Ван-Тигр. – Есть. Слушайте…
Сталин живёт в сердцах и умах
Не только военной славой отчизны,
Сталин придал гениальный размах
Мильонам наших маленьких жизней —
И стали у всех орлиные брови
И голоса на сильной струне —
Огневую / культуру / ленинской / крови
Сталин / привил / огромной / стране.
(Большая пауза.)
Мотька. – Это наверняка Маяковский.
Ван-Тигр. – Нет, на этот раз это я».
Маяковский упомянут и в другом месте пьесы, где заключённые заводят разговор об искусстве:
« Ван-Тигр . – Маяковский усилил мышечную силу стиха, но надорвал связь с великой литературой: его митинговым стихом невозможно описывать человека ».
Доктором в придуманном Сельвинским концлагере служит некто С.С.Алексеев, генерал японских спецслужб. Он откровенно заявляет Ван-Тигру:
«Доктор. – Маяковского мы довели до самоубийства, а какого-нибудь Лебядкина будем хвалить. Да здравствует Лебядкин! Урра Лебядкину! Гип-гип Лебядкин!..
Ван-Тигр. – Вот выйду отсюда и напишу пьесу обо всём том, что вы мне говорите. Пусть все знают! Вся страна! Все!
Доктор. – А цензура-то и не пропустит, скажет: “у страха глаза велики”. А вам, Иван Сергеевич, жить не дадим. Ясно? Что бы вы ни написали! Хоть “Фауста”. Если воспоёте революцию, будем кричать, что это лакировка и подхалимаж. Ударите по недостаткам – завопим, что поклёп, клевета и чужой голос. Напишите о любви – объявим пошлостью. О текущем моменте – политическая трескотня. Мы выбьем из вас ту поэтическую удаль, без которой нет ни таланта, ни веры – ни-че-го… И заметьте: разоблачить нас не-воз-мож-но! О вкусах не спорят. Мы подойдём к стихам как к статье, а стихи при таком подходе становятся беспомощными и голенькими, как лягушата… Будущее у вас мрачное ».

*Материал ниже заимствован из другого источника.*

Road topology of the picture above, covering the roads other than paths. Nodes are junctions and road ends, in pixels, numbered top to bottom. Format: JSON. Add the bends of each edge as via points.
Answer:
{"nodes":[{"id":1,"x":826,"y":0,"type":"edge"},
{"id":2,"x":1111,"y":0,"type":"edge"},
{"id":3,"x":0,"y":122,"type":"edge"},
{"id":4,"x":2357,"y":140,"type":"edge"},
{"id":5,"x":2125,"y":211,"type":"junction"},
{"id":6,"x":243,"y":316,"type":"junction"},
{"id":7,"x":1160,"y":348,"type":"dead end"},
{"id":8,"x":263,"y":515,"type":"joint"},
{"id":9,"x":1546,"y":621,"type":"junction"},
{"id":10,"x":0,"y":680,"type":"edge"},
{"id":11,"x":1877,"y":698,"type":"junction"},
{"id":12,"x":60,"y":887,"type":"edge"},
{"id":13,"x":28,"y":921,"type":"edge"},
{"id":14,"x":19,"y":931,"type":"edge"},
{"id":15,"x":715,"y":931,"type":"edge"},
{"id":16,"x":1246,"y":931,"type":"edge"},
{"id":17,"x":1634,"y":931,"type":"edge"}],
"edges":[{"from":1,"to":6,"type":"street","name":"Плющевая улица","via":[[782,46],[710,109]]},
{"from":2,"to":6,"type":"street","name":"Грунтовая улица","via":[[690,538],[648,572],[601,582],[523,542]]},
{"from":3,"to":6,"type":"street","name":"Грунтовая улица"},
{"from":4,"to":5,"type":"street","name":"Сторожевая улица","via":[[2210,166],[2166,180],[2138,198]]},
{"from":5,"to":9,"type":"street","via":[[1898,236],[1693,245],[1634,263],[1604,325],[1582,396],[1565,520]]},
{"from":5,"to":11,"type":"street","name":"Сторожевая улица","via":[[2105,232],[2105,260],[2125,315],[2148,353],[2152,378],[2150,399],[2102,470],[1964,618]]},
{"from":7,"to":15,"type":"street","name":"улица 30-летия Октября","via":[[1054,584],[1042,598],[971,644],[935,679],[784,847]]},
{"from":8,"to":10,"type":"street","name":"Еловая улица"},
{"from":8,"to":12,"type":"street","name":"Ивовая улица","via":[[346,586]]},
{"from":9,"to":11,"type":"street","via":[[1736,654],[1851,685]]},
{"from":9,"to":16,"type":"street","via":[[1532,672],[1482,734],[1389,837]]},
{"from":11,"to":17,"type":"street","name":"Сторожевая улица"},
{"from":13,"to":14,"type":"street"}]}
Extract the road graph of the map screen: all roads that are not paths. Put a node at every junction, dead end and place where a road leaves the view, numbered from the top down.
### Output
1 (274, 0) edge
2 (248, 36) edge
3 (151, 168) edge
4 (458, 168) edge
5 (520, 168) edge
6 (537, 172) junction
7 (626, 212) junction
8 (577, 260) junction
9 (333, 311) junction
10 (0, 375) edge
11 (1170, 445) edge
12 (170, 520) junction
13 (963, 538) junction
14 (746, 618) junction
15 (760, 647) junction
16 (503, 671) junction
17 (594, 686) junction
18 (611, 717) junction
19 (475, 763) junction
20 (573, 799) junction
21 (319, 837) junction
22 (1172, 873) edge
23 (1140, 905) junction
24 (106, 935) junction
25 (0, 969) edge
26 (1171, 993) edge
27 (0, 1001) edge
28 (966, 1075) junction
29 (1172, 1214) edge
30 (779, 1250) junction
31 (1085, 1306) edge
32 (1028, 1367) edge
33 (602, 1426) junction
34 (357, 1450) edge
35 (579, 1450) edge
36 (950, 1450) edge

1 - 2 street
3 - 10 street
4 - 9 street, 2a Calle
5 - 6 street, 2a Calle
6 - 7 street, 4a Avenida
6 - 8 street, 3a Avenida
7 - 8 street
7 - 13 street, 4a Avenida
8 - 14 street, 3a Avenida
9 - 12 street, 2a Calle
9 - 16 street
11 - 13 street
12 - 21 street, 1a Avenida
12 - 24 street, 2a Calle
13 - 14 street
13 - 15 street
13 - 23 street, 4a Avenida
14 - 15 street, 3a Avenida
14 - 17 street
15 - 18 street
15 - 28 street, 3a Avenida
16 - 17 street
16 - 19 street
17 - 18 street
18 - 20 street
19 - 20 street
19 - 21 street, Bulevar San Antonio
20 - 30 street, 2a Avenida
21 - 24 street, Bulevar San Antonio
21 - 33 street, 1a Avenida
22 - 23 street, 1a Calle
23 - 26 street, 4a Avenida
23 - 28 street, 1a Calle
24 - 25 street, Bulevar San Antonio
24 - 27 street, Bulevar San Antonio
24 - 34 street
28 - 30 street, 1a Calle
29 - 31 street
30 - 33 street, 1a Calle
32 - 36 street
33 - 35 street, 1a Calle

Так писал в пьесе «Ван-Тигр» Сельвинский. А вот что происходило тогда в стране.
15 марта 1938 года Военная коллегия Верховного суда СССР приговорила дипломата и писателя Валентина Андреевича Трифонова к высшей мере наказания. В тот же день его расстреляли. Вместе с поэтом Петром Васильевичем Орешиным.
16 марта был арестован давний друг Владимира Маяковского и лефовцев Борис Фёдорович Малкин, возглавлявший с 1918 года Центропечать и участвовавший в записях речей Ленина и других советских руководителей на граммофонные пластинки, а в 1938 году работавший директором издательства «Искусство».
19 марта арестовали поэта Николая Алексеевича Заболоцкого. Ему предъявили обвинение в антисоветской пропаганде.
Следствие по делу Павла Дыбенко тоже продолжалось. Теперь от него (применяя жесточайшие пытки) добивались признаний в участии в военно-фашистском заговоре в РККА и в наркомате лесной промышленности, а также в шпионаже в пользу США. Дыбенко пыток не выдержал и признался во всём, в чём его обвиняли, кроме шпионажа.